Please copy every line with the string "Karya" from the entries below.

DATA PROVIDED>
^^^^^^^^

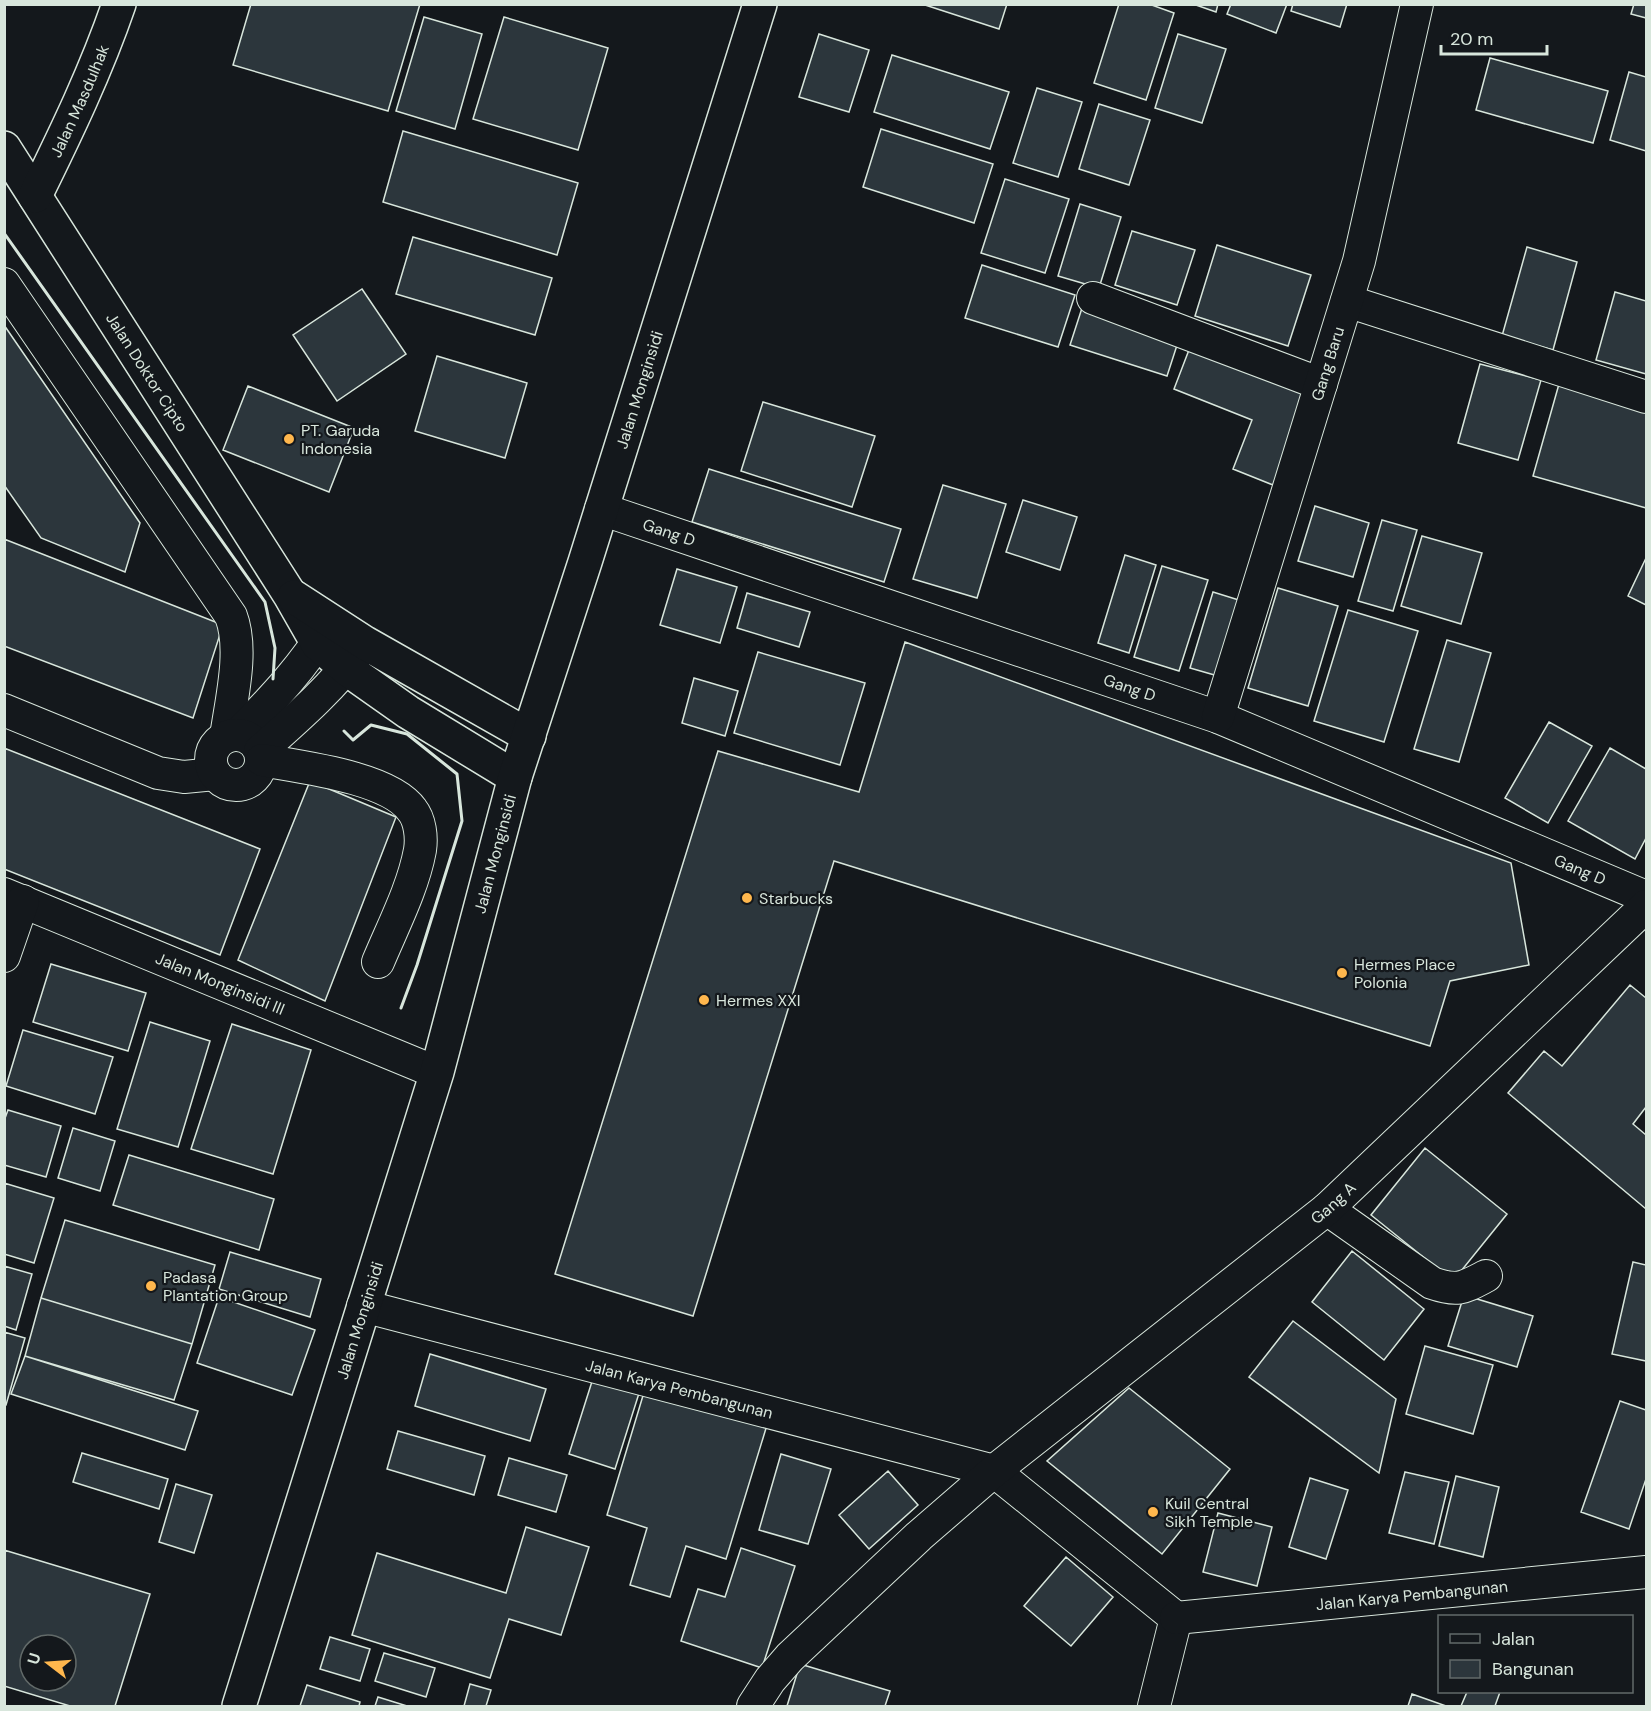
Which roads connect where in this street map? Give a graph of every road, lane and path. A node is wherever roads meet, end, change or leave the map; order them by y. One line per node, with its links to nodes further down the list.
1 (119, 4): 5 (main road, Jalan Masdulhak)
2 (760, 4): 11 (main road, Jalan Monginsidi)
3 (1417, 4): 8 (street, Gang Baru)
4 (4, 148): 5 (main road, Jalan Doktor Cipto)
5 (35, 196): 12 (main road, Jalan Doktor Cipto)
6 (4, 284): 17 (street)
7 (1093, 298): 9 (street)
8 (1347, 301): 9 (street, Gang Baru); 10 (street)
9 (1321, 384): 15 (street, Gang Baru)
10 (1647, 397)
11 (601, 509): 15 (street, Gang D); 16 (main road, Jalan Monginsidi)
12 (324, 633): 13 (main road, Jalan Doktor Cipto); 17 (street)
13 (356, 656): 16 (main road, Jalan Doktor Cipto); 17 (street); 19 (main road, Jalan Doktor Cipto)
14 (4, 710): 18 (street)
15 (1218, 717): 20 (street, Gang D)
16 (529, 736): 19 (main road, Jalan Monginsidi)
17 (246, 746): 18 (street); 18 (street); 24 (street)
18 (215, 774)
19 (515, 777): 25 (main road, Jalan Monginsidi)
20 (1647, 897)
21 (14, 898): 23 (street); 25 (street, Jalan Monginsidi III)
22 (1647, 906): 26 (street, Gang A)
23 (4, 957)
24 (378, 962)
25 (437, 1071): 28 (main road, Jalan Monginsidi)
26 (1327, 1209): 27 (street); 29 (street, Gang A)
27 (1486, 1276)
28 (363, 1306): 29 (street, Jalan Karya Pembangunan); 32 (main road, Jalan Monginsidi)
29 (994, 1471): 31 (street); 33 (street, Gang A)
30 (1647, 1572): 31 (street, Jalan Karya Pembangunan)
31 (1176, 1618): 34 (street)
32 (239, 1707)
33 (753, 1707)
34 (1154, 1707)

^^^^^^^^

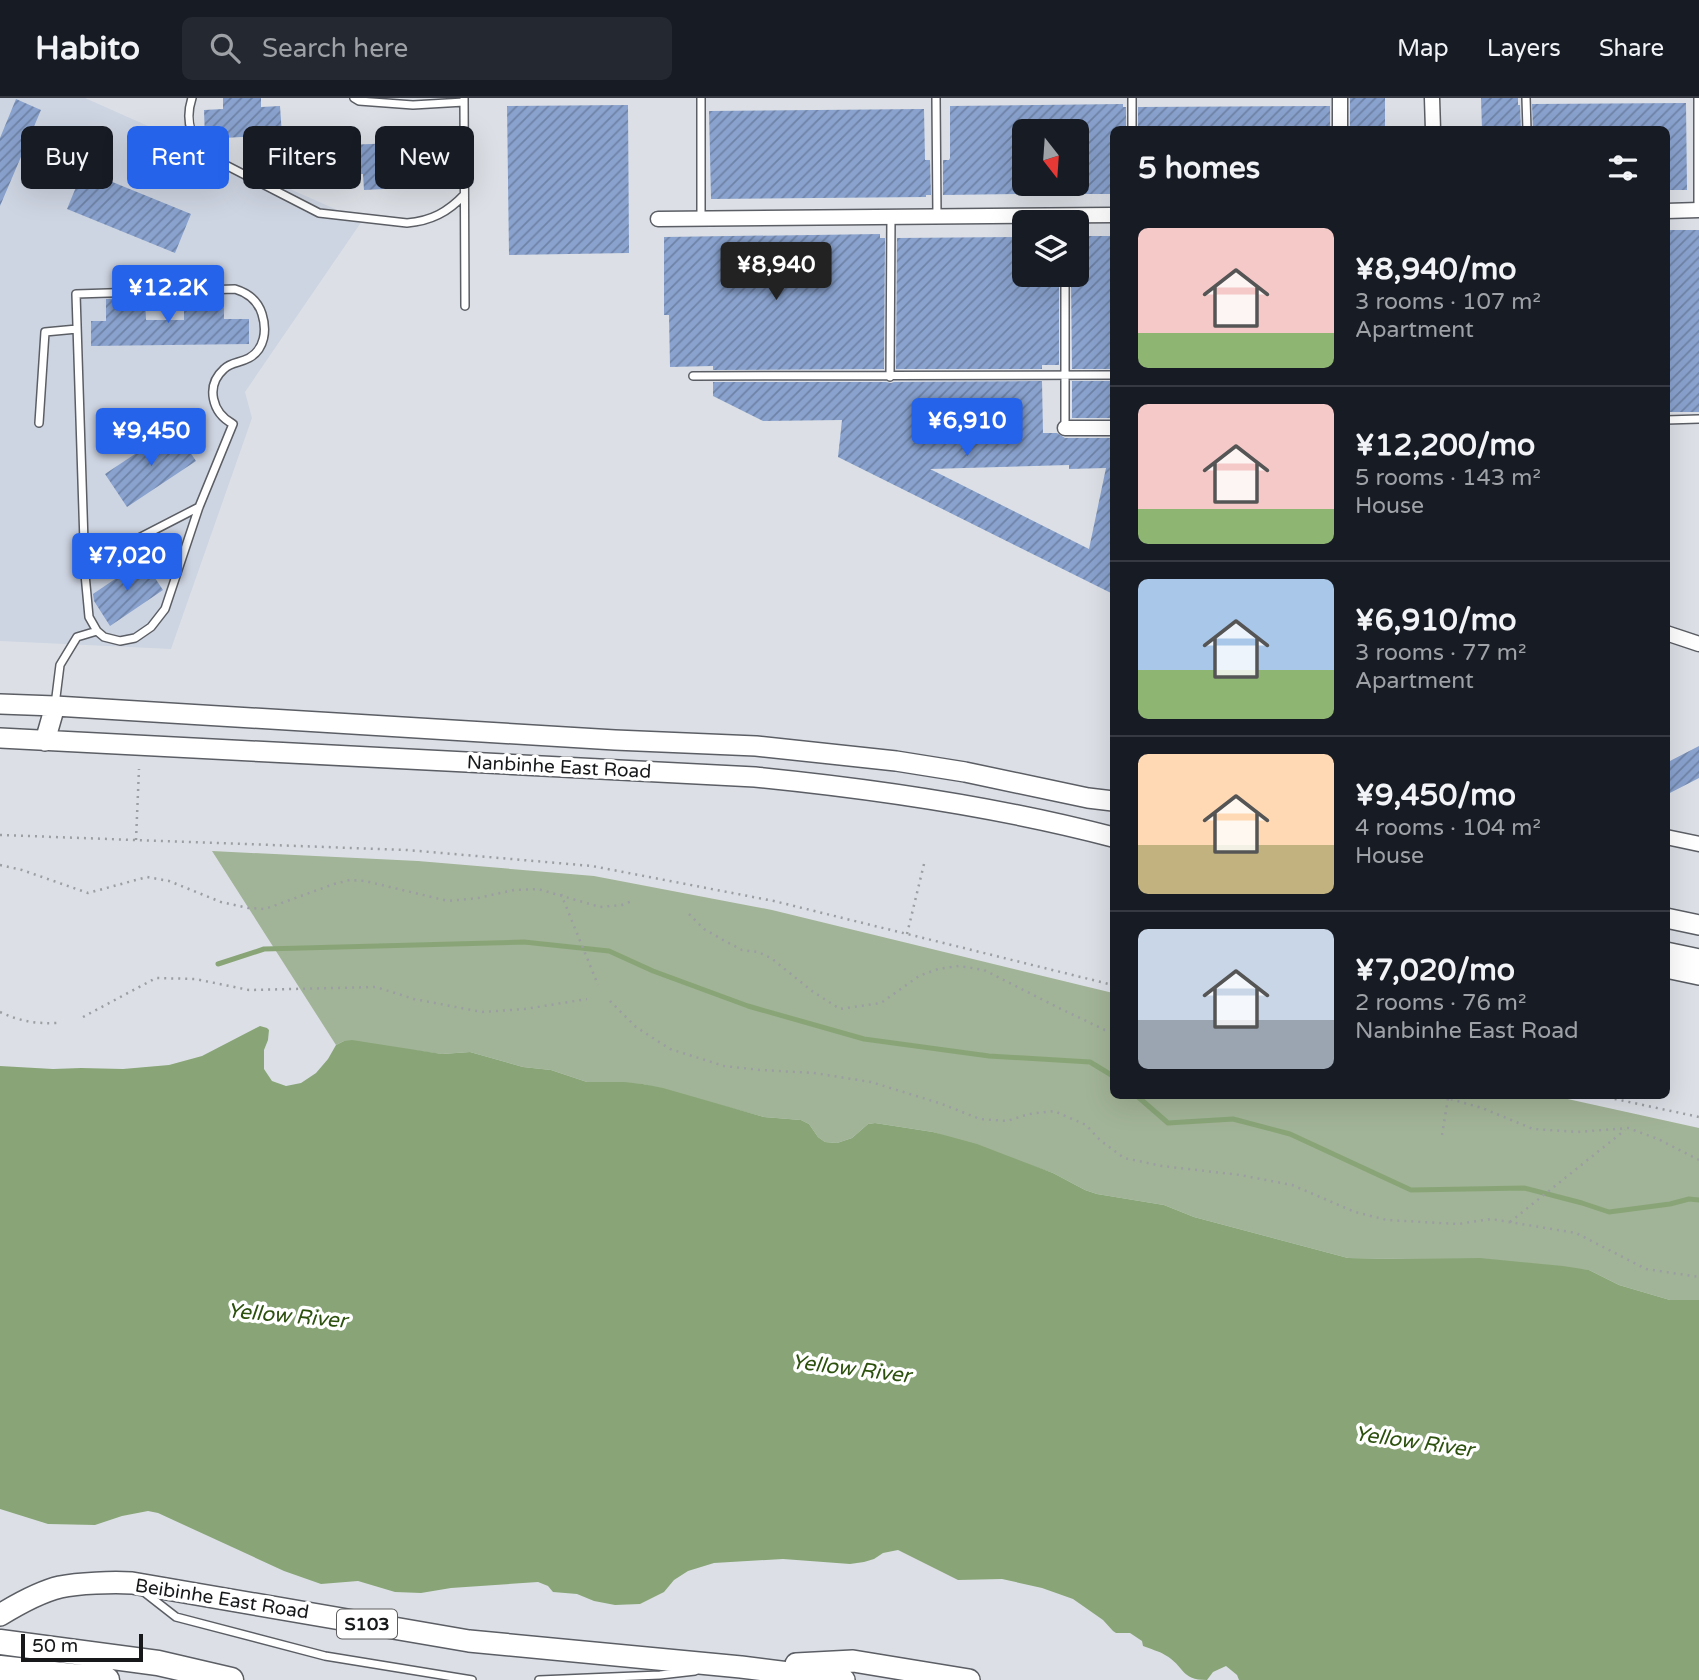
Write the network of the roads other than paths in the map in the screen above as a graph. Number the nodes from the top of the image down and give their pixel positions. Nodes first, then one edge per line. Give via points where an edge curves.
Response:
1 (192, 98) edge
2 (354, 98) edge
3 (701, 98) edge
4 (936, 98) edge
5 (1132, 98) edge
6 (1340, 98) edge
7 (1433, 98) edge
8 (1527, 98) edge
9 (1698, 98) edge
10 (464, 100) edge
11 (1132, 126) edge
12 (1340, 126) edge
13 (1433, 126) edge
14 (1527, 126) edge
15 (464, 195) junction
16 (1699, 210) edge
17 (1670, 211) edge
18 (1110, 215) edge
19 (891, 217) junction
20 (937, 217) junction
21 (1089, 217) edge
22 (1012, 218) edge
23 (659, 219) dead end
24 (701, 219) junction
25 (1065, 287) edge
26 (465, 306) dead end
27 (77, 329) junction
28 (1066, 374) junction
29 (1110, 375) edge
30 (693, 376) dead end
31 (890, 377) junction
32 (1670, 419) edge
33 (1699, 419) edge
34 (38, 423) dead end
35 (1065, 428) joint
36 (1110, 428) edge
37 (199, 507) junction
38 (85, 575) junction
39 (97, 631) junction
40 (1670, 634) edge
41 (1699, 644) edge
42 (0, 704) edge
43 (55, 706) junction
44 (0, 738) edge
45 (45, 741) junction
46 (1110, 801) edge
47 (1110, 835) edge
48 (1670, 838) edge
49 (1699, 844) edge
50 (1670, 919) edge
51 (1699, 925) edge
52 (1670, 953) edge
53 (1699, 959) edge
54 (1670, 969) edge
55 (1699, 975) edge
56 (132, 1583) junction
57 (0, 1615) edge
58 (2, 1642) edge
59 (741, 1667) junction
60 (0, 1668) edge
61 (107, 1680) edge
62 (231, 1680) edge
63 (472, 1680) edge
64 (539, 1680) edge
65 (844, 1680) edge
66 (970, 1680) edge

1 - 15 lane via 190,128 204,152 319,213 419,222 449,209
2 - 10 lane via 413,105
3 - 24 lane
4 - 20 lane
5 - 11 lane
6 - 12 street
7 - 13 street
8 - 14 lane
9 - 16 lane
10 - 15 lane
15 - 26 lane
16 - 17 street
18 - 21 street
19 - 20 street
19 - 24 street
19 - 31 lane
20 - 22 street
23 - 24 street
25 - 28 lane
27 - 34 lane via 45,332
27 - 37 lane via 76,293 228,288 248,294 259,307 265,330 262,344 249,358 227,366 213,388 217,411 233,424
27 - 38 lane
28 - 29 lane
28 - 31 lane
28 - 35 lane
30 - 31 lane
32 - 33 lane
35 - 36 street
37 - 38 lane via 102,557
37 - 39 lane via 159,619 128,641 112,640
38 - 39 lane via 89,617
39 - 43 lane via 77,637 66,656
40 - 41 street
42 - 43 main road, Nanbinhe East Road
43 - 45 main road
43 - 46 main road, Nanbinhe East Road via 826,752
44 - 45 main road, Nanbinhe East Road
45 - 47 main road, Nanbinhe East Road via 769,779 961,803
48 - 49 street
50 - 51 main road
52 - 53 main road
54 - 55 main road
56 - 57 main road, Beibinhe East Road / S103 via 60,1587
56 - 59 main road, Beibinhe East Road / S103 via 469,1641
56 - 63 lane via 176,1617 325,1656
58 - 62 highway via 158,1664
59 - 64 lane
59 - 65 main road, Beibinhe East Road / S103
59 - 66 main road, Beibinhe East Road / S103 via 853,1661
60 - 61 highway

^^^^^^^^

ANSWER SECTION>
28 (363, 1306): 29 (street, Jalan Karya Pembangunan); 32 (main road, Jalan Monginsidi)
30 (1647, 1572): 31 (street, Jalan Karya Pembangunan)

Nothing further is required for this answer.